[[ EXTRACTED ENTRIES, beginning ]]
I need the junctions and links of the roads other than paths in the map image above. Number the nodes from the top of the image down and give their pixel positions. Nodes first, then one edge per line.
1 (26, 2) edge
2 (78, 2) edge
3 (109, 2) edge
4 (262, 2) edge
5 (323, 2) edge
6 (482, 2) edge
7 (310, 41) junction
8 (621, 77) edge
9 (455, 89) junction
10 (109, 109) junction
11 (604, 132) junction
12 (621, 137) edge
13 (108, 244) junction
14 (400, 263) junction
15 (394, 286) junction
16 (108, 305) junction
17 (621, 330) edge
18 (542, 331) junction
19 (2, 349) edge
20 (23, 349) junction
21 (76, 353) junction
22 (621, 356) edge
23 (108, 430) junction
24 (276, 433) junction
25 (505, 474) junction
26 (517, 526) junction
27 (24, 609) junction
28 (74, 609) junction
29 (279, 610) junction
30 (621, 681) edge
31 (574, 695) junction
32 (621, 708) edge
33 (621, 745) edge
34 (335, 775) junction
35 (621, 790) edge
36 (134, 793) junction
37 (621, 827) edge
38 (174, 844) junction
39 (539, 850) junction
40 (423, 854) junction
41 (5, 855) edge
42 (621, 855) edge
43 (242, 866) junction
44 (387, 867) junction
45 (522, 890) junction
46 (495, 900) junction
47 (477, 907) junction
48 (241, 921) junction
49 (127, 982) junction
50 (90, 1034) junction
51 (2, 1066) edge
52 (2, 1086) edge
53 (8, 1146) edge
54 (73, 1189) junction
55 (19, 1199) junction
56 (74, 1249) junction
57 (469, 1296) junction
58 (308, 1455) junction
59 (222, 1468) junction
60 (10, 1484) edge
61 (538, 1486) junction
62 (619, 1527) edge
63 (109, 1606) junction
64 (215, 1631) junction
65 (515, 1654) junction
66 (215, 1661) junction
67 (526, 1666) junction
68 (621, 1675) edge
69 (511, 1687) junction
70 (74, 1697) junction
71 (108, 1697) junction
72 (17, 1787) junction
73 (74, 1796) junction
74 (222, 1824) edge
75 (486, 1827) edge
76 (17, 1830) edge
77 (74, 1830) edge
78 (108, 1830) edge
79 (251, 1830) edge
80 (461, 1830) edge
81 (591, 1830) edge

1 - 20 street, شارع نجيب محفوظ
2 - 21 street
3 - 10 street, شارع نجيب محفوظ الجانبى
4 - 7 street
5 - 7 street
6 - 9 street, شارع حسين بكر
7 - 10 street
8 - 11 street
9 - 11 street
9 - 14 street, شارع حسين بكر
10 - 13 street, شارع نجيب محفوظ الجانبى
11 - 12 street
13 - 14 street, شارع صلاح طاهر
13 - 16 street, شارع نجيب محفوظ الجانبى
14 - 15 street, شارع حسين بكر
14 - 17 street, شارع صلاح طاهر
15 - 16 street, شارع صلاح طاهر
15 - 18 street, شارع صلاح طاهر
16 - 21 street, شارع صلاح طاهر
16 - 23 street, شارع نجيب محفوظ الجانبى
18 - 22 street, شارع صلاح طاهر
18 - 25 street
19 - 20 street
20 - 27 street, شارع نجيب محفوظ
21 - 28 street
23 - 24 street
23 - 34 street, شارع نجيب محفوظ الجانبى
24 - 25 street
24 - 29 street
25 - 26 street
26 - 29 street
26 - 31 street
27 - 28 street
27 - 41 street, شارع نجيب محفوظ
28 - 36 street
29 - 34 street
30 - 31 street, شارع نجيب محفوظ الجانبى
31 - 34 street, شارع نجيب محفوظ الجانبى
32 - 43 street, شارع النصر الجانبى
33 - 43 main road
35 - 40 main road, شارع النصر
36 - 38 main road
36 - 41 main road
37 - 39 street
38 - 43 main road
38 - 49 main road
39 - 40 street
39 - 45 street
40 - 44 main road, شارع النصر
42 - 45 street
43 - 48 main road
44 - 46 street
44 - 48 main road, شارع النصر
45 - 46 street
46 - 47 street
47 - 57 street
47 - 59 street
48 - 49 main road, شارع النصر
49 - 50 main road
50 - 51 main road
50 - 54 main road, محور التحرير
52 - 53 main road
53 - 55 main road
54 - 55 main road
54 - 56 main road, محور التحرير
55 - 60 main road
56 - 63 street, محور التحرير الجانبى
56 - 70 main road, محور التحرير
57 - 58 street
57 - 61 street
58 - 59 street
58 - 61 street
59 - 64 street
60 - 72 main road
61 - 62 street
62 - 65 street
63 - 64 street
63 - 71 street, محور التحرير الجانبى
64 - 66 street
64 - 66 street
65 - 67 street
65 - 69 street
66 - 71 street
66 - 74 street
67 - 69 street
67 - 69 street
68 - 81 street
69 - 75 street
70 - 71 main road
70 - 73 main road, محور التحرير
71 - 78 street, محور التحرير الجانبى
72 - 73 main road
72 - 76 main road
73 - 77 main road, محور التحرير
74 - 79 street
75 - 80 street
[[ EXTRACTED ENTRIES, end ]]
WORK TASK:
Write the records out again, character for character.

TASK RESPONSE:
I need the junctions and links of the roads other than paths in the map image above. Number the nodes from the top of the image down and give their pixel positions. Nodes first, then one edge per line.
1 (26, 2) edge
2 (78, 2) edge
3 (109, 2) edge
4 (262, 2) edge
5 (323, 2) edge
6 (482, 2) edge
7 (310, 41) junction
8 (621, 77) edge
9 (455, 89) junction
10 (109, 109) junction
11 (604, 132) junction
12 (621, 137) edge
13 (108, 244) junction
14 (400, 263) junction
15 (394, 286) junction
16 (108, 305) junction
17 (621, 330) edge
18 (542, 331) junction
19 (2, 349) edge
20 (23, 349) junction
21 (76, 353) junction
22 (621, 356) edge
23 (108, 430) junction
24 (276, 433) junction
25 (505, 474) junction
26 (517, 526) junction
27 (24, 609) junction
28 (74, 609) junction
29 (279, 610) junction
30 (621, 681) edge
31 (574, 695) junction
32 (621, 708) edge
33 (621, 745) edge
34 (335, 775) junction
35 (621, 790) edge
36 (134, 793) junction
37 (621, 827) edge
38 (174, 844) junction
39 (539, 850) junction
40 (423, 854) junction
41 (5, 855) edge
42 (621, 855) edge
43 (242, 866) junction
44 (387, 867) junction
45 (522, 890) junction
46 (495, 900) junction
47 (477, 907) junction
48 (241, 921) junction
49 (127, 982) junction
50 (90, 1034) junction
51 (2, 1066) edge
52 (2, 1086) edge
53 (8, 1146) edge
54 (73, 1189) junction
55 (19, 1199) junction
56 (74, 1249) junction
57 (469, 1296) junction
58 (308, 1455) junction
59 (222, 1468) junction
60 (10, 1484) edge
61 (538, 1486) junction
62 (619, 1527) edge
63 (109, 1606) junction
64 (215, 1631) junction
65 (515, 1654) junction
66 (215, 1661) junction
67 (526, 1666) junction
68 (621, 1675) edge
69 (511, 1687) junction
70 (74, 1697) junction
71 (108, 1697) junction
72 (17, 1787) junction
73 (74, 1796) junction
74 (222, 1824) edge
75 (486, 1827) edge
76 (17, 1830) edge
77 (74, 1830) edge
78 (108, 1830) edge
79 (251, 1830) edge
80 (461, 1830) edge
81 (591, 1830) edge

1 - 20 street, شارع نجيب محفوظ
2 - 21 street
3 - 10 street, شارع نجيب محفوظ الجانبى
4 - 7 street
5 - 7 street
6 - 9 street, شارع حسين بكر
7 - 10 street
8 - 11 street
9 - 11 street
9 - 14 street, شارع حسين بكر
10 - 13 street, شارع نجيب محفوظ الجانبى
11 - 12 street
13 - 14 street, شارع صلاح طاهر
13 - 16 street, شارع نجيب محفوظ الجانبى
14 - 15 street, شارع حسين بكر
14 - 17 street, شارع صلاح طاهر
15 - 16 street, شارع صلاح طاهر
15 - 18 street, شارع صلاح طاهر
16 - 21 street, شارع صلاح طاهر
16 - 23 street, شارع نجيب محفوظ الجانبى
18 - 22 street, شارع صلاح طاهر
18 - 25 street
19 - 20 street
20 - 27 street, شارع نجيب محفوظ
21 - 28 street
23 - 24 street
23 - 34 street, شارع نجيب محفوظ الجانبى
24 - 25 street
24 - 29 street
25 - 26 street
26 - 29 street
26 - 31 street
27 - 28 street
27 - 41 street, شارع نجيب محفوظ
28 - 36 street
29 - 34 street
30 - 31 street, شارع نجيب محفوظ الجانبى
31 - 34 street, شارع نجيب محفوظ الجانبى
32 - 43 street, شارع النصر الجانبى
33 - 43 main road
35 - 40 main road, شارع النصر
36 - 38 main road
36 - 41 main road
37 - 39 street
38 - 43 main road
38 - 49 main road
39 - 40 street
39 - 45 street
40 - 44 main road, شارع النصر
42 - 45 street
43 - 48 main road
44 - 46 street
44 - 48 main road, شارع النصر
45 - 46 street
46 - 47 street
47 - 57 street
47 - 59 street
48 - 49 main road, شارع النصر
49 - 50 main road
50 - 51 main road
50 - 54 main road, محور التحرير
52 - 53 main road
53 - 55 main road
54 - 55 main road
54 - 56 main road, محور التحرير
55 - 60 main road
56 - 63 street, محور التحرير الجانبى
56 - 70 main road, محور التحرير
57 - 58 street
57 - 61 street
58 - 59 street
58 - 61 street
59 - 64 street
60 - 72 main road
61 - 62 street
62 - 65 street
63 - 64 street
63 - 71 street, محور التحرير الجانبى
64 - 66 street
64 - 66 street
65 - 67 street
65 - 69 street
66 - 71 street
66 - 74 street
67 - 69 street
67 - 69 street
68 - 81 street
69 - 75 street
70 - 71 main road
70 - 73 main road, محور التحرير
71 - 78 street, محور التحرير الجانبى
72 - 73 main road
72 - 76 main road
73 - 77 main road, محور التحرير
74 - 79 street
75 - 80 street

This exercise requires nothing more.